Problem requirements:
Leaving out the pictures, please retype each record exactly.

Saved entries:
::::
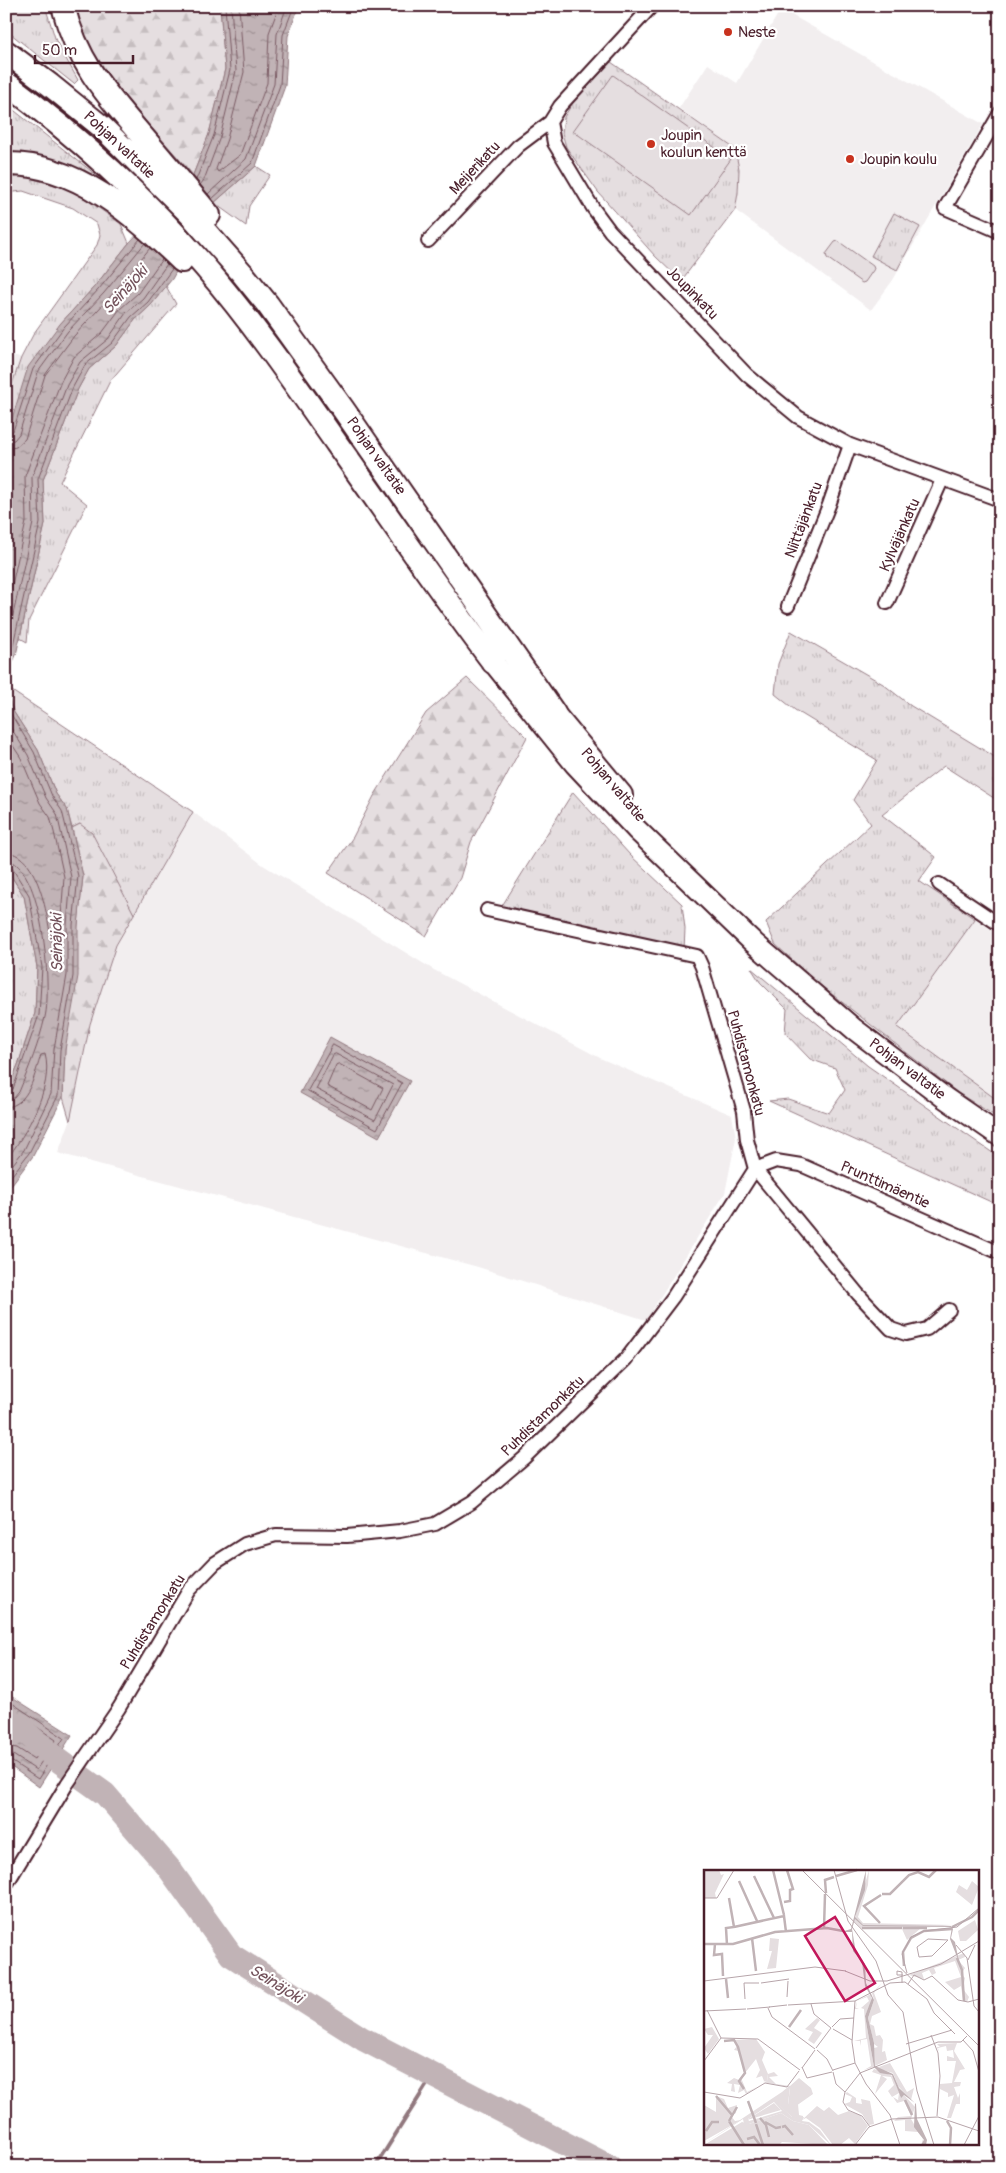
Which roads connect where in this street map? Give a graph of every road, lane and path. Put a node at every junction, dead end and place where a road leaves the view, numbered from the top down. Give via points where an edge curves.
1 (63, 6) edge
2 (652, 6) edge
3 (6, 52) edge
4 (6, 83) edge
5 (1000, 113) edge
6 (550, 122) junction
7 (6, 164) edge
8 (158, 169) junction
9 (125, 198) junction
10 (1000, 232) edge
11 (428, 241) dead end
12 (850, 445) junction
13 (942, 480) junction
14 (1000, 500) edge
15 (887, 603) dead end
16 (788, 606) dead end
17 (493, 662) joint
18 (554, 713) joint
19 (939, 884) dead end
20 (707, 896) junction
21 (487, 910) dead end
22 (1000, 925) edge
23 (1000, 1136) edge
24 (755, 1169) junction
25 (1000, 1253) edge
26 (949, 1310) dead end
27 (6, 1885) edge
::::
Expected output:
Which roads connect where in this street map? Give a graph of every road, lane and path. Put a node at every junction, dead end and place where a road leaves the view, numbered from the top down. Give via points where an edge curves.
1 (63, 6) edge
2 (652, 6) edge
3 (6, 52) edge
4 (6, 83) edge
5 (1000, 113) edge
6 (550, 122) junction
7 (6, 164) edge
8 (158, 169) junction
9 (125, 198) junction
10 (1000, 232) edge
11 (428, 241) dead end
12 (850, 445) junction
13 (942, 480) junction
14 (1000, 500) edge
15 (887, 603) dead end
16 (788, 606) dead end
17 (493, 662) joint
18 (554, 713) joint
19 (939, 884) dead end
20 (707, 896) junction
21 (487, 910) dead end
22 (1000, 925) edge
23 (1000, 1136) edge
24 (755, 1169) junction
25 (1000, 1253) edge
26 (949, 1310) dead end
27 (6, 1885) edge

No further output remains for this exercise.